Surrounded by our kids last Tuesday morning, my wife shared with us a tweet about the NASA Broom Challenge. After a lengthy search for a broom (“where’s the [expletive] broom you guys?”), she returned to demonstrate the experiment.
We were all amazed of course.
Not to be outdone, I went to the back porch with a broom to shoot my own #NASABroomChallenge video. After a few edits, my masterpiece was ready to post.
The Facebook post was up in seconds, already receiving likes and comments. I was about to post a pithy tweet with my video when—low and behold—a dear friend texted me to say, “You know this is all b***s***, right?”
I wasn’t alone.
Sports stars and other celebrities all got in on the “Broom Challenge” and shared their pictures and videos on social media.
Even some of our friends in the news industry fell victim to the same pseudoscience claim, posting their own shots of brooms delicately balanced on the newsroom floors.
My good friend, WFMJ’s Danielle Cotterman, got caught up in the hype and posted a picture of her broom to Twitter. I replied, of course, with “It's true! @mbexoxo (my wife’s Twitter handle) did this today. Impressive!”
Those same news outlets quickly realized their mistake (much faster than me) how dumb we all were, and turned the story on its head. WFMJ went to YSU’s Department of Physics and Astronomy to get the real science scoop behind the hoax.
According to Dr. Snjezana “Snow” Balaz, you can do this all day, every day, all year long. “It’s physics. It’s science. It’s simply a balancing act,” Balaz told WFMJ. “The broom has a center of gravity directly above the edge it wants to tip over. So when it’s lined up like this, it stands in balance.”
NASA posted a response to Twitter the next day. Just like Dr. Balaz, astronaut Alvin Drew and scientist Sarah Noble showed in a video that basic physics works every day of the year, not just February 10.
Okay, that all makes sense.
What doesn’t make sense is that we’re still falling for this stuff on social media.
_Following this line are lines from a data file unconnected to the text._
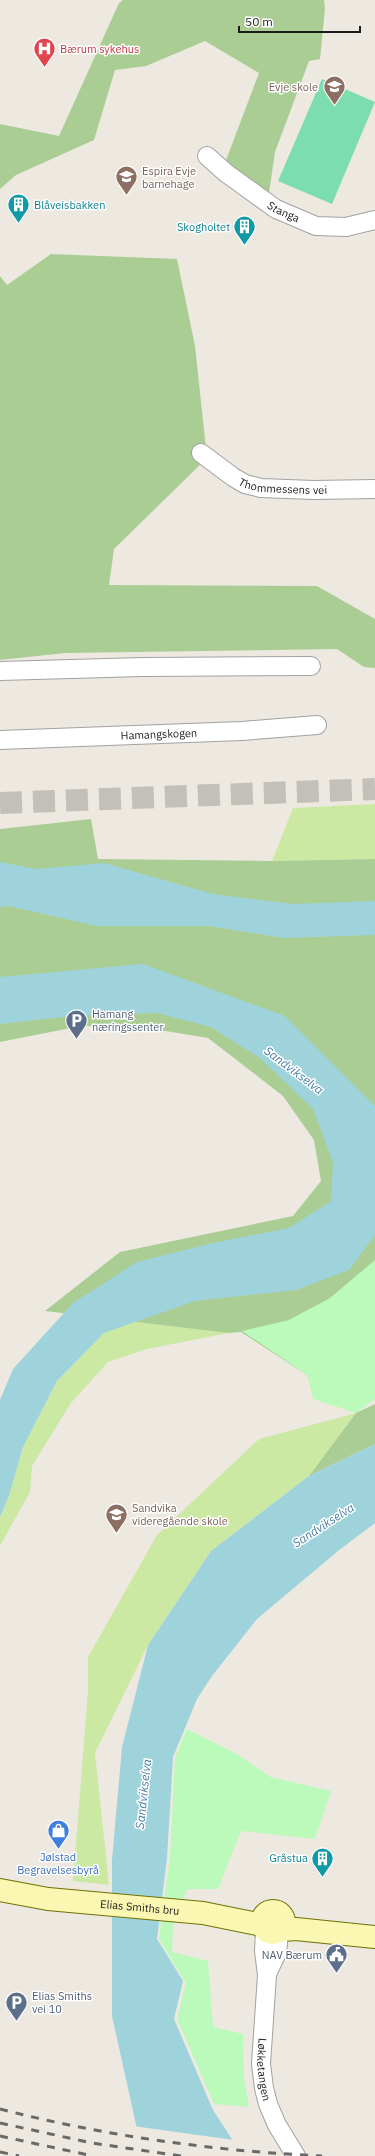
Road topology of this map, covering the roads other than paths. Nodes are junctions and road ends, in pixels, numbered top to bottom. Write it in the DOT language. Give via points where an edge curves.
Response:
graph roads {
  1 [pos="207,156"];
  2 [pos="375,220"];
  3 [pos="201,453"];
  4 [pos="375,489"];
  5 [pos="311,666"];
  6 [pos="0,671"];
  7 [pos="317,725"];
  8 [pos="0,740"];
  9 [pos="0,1890"];
  10 [pos="375,1922"];
  11 [pos="273,1925"];
  12 [pos="375,1937"];
  13 [pos="296,2156"];
  1 -- 2 [label="street, Stanga" via="276,209 316,226 346,227"];
  3 -- 4 [label="street, Thommessens vei" via="245,484 261,488"];
  5 -- 6 [label="street" via="142,666"];
  7 -- 8 [label="street, Hamangskogen" via="234,732"];
  9 -- 11 [label="main road, Elias Smiths bru" via="77,1902 203,1913 235,1911"];
  10 -- 11 [label="main road"];
  11 -- 12 [label="main road"];
  11 -- 13 [label="street, Løkketangen" via="264,1951 267,1975 261,2064 268,2104 277,2125"];
}
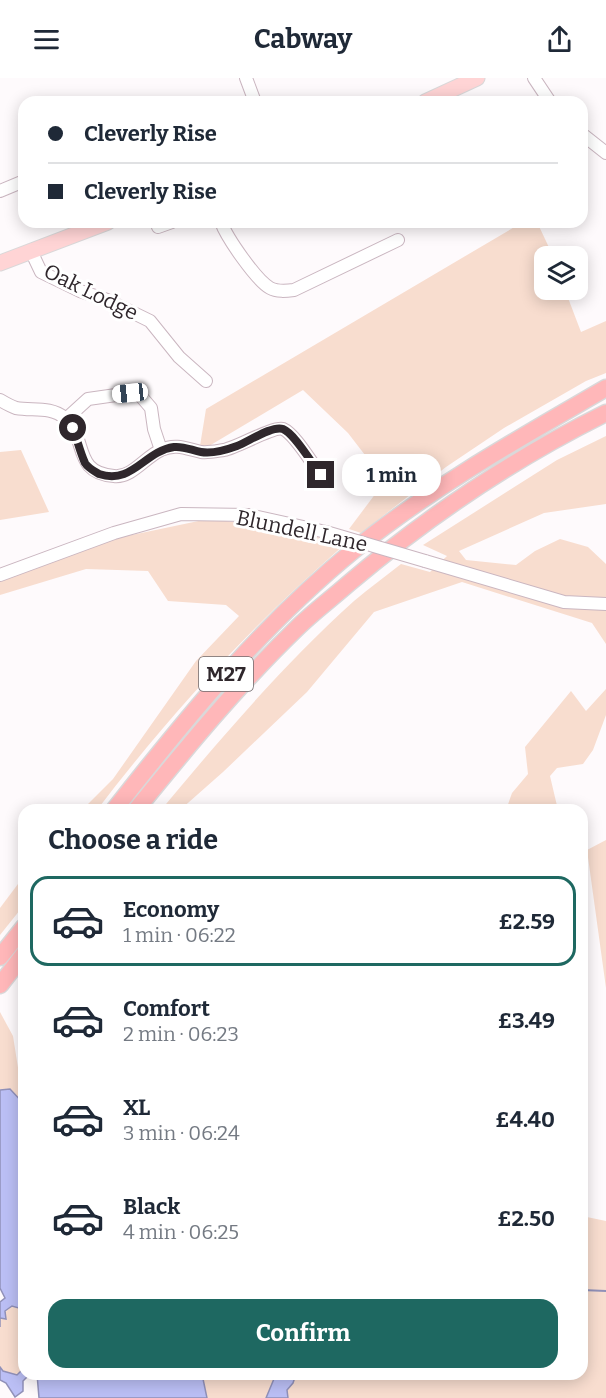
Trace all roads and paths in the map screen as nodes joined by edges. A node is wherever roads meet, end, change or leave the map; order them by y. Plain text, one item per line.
1 (246, 78) edge
2 (477, 78) edge
3 (534, 78) edge
4 (253, 96) edge
5 (438, 96) edge
6 (546, 96) edge
7 (588, 139) edge
8 (606, 153) edge
9 (18, 184) edge
10 (0, 191) edge
11 (92, 228) edge
12 (225, 228) edge
13 (398, 240) dead end
14 (31, 251) junction
15 (0, 262) edge
16 (206, 381) dead end
17 (606, 388) edge
18 (0, 400) edge
19 (606, 414) edge
20 (66, 419) junction
21 (161, 450) junction
22 (321, 475) dead end
23 (0, 575) edge
24 (606, 604) edge
25 (119, 804) edge
26 (141, 804) edge
27 (18, 934) edge
28 (0, 957) edge
29 (18, 962) edge
30 (1, 984) edge

1 - 4 street
2 - 5 main road
3 - 6 street
7 - 8 street
9 - 10 street
11 - 14 main road
12 - 13 street
14 - 15 main road
14 - 16 street, Oak Lodge
17 - 25 highway, M27
18 - 20 street
19 - 26 highway, M27
20 - 21 street
20 - 21 street
21 - 22 street
23 - 24 street, Blundell Lane, bridge
27 - 28 highway
29 - 30 highway

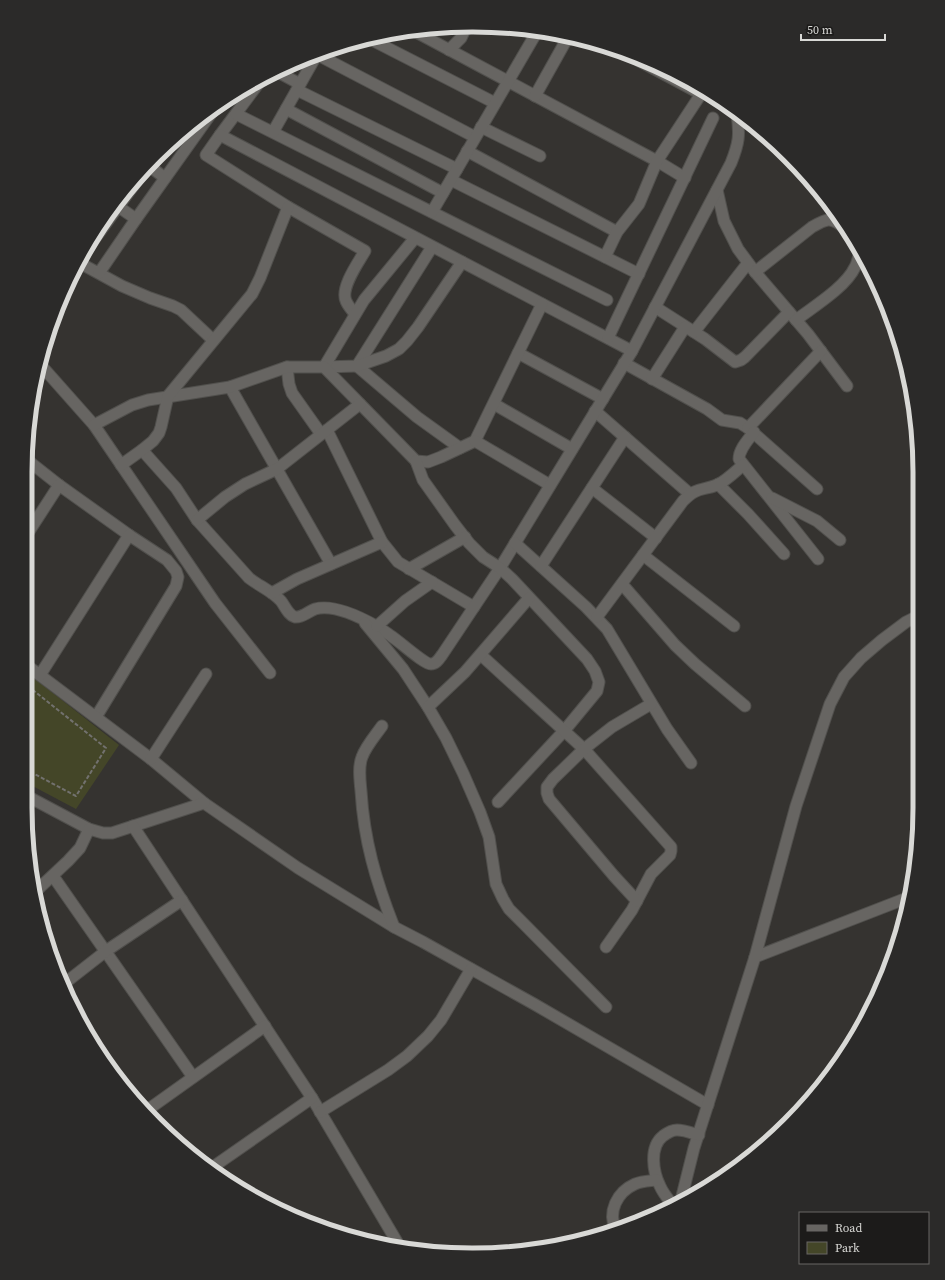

Shouldn’t we know better by now?
Maybe we’re still so easily duped by these claims because they’re cool and—especially in the case of the broom challenge—they’re relatively harmless. But give us some completely bogus information with “NASA says” or “scientific test” and many of us will believe without question.
The fact is, even though this prank was mostly harmless, the next one might not be.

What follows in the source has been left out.